Exercise description: Set the entries down once more, exactly as they are worded.

________________________

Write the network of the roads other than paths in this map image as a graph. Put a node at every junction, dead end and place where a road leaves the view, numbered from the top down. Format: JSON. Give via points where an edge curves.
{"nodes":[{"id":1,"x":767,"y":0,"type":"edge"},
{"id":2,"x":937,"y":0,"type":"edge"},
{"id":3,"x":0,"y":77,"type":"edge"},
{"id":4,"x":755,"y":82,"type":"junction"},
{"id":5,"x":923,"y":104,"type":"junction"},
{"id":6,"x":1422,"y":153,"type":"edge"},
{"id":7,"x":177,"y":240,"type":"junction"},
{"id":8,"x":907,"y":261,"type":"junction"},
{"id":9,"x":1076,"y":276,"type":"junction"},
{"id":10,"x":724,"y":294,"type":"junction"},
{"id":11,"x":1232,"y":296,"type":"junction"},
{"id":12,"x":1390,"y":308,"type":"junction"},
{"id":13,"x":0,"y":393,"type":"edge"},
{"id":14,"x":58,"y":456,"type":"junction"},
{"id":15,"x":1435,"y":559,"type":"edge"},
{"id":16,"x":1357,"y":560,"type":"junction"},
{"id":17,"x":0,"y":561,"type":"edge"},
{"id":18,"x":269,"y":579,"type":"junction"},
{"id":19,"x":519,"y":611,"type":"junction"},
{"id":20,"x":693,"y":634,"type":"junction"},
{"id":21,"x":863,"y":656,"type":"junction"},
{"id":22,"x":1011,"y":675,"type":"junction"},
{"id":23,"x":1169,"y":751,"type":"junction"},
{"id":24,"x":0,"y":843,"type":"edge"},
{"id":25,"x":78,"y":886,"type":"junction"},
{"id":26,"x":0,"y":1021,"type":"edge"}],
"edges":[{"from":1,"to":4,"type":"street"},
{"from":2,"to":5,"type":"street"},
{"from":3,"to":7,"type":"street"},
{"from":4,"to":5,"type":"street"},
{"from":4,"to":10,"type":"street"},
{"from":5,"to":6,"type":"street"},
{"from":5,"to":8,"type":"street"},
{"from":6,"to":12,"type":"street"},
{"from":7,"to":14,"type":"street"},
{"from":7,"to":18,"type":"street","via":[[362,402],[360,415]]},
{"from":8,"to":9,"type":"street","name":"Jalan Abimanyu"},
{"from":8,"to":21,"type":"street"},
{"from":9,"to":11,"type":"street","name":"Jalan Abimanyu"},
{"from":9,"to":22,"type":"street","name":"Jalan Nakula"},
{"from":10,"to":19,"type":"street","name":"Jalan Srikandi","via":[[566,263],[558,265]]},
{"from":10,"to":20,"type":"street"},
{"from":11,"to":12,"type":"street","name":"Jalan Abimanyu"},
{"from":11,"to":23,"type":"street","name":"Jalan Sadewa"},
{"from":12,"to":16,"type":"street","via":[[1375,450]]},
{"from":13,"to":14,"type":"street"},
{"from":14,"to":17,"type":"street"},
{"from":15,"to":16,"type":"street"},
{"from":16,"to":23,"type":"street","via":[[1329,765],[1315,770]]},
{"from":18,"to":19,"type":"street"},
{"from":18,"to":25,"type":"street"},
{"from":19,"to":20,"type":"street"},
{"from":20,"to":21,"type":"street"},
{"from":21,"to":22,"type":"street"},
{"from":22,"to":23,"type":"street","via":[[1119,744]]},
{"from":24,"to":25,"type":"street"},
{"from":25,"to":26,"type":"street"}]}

________________________

Answer to the exercise:
Write the network of the roads other than paths in this map image as a graph. Put a node at every junction, dead end and place where a road leaves the view, numbered from the top down. Format: JSON. Give via points where an edge curves.
{"nodes":[{"id":1,"x":767,"y":0,"type":"edge"},
{"id":2,"x":937,"y":0,"type":"edge"},
{"id":3,"x":0,"y":77,"type":"edge"},
{"id":4,"x":755,"y":82,"type":"junction"},
{"id":5,"x":923,"y":104,"type":"junction"},
{"id":6,"x":1422,"y":153,"type":"edge"},
{"id":7,"x":177,"y":240,"type":"junction"},
{"id":8,"x":907,"y":261,"type":"junction"},
{"id":9,"x":1076,"y":276,"type":"junction"},
{"id":10,"x":724,"y":294,"type":"junction"},
{"id":11,"x":1232,"y":296,"type":"junction"},
{"id":12,"x":1390,"y":308,"type":"junction"},
{"id":13,"x":0,"y":393,"type":"edge"},
{"id":14,"x":58,"y":456,"type":"junction"},
{"id":15,"x":1435,"y":559,"type":"edge"},
{"id":16,"x":1357,"y":560,"type":"junction"},
{"id":17,"x":0,"y":561,"type":"edge"},
{"id":18,"x":269,"y":579,"type":"junction"},
{"id":19,"x":519,"y":611,"type":"junction"},
{"id":20,"x":693,"y":634,"type":"junction"},
{"id":21,"x":863,"y":656,"type":"junction"},
{"id":22,"x":1011,"y":675,"type":"junction"},
{"id":23,"x":1169,"y":751,"type":"junction"},
{"id":24,"x":0,"y":843,"type":"edge"},
{"id":25,"x":78,"y":886,"type":"junction"},
{"id":26,"x":0,"y":1021,"type":"edge"}],
"edges":[{"from":1,"to":4,"type":"street"},
{"from":2,"to":5,"type":"street"},
{"from":3,"to":7,"type":"street"},
{"from":4,"to":5,"type":"street"},
{"from":4,"to":10,"type":"street"},
{"from":5,"to":6,"type":"street"},
{"from":5,"to":8,"type":"street"},
{"from":6,"to":12,"type":"street"},
{"from":7,"to":14,"type":"street"},
{"from":7,"to":18,"type":"street","via":[[362,402],[360,415]]},
{"from":8,"to":9,"type":"street","name":"Jalan Abimanyu"},
{"from":8,"to":21,"type":"street"},
{"from":9,"to":11,"type":"street","name":"Jalan Abimanyu"},
{"from":9,"to":22,"type":"street","name":"Jalan Nakula"},
{"from":10,"to":19,"type":"street","name":"Jalan Srikandi","via":[[566,263],[558,265]]},
{"from":10,"to":20,"type":"street"},
{"from":11,"to":12,"type":"street","name":"Jalan Abimanyu"},
{"from":11,"to":23,"type":"street","name":"Jalan Sadewa"},
{"from":12,"to":16,"type":"street","via":[[1375,450]]},
{"from":13,"to":14,"type":"street"},
{"from":14,"to":17,"type":"street"},
{"from":15,"to":16,"type":"street"},
{"from":16,"to":23,"type":"street","via":[[1329,765],[1315,770]]},
{"from":18,"to":19,"type":"street"},
{"from":18,"to":25,"type":"street"},
{"from":19,"to":20,"type":"street"},
{"from":20,"to":21,"type":"street"},
{"from":21,"to":22,"type":"street"},
{"from":22,"to":23,"type":"street","via":[[1119,744]]},
{"from":24,"to":25,"type":"street"},
{"from":25,"to":26,"type":"street"}]}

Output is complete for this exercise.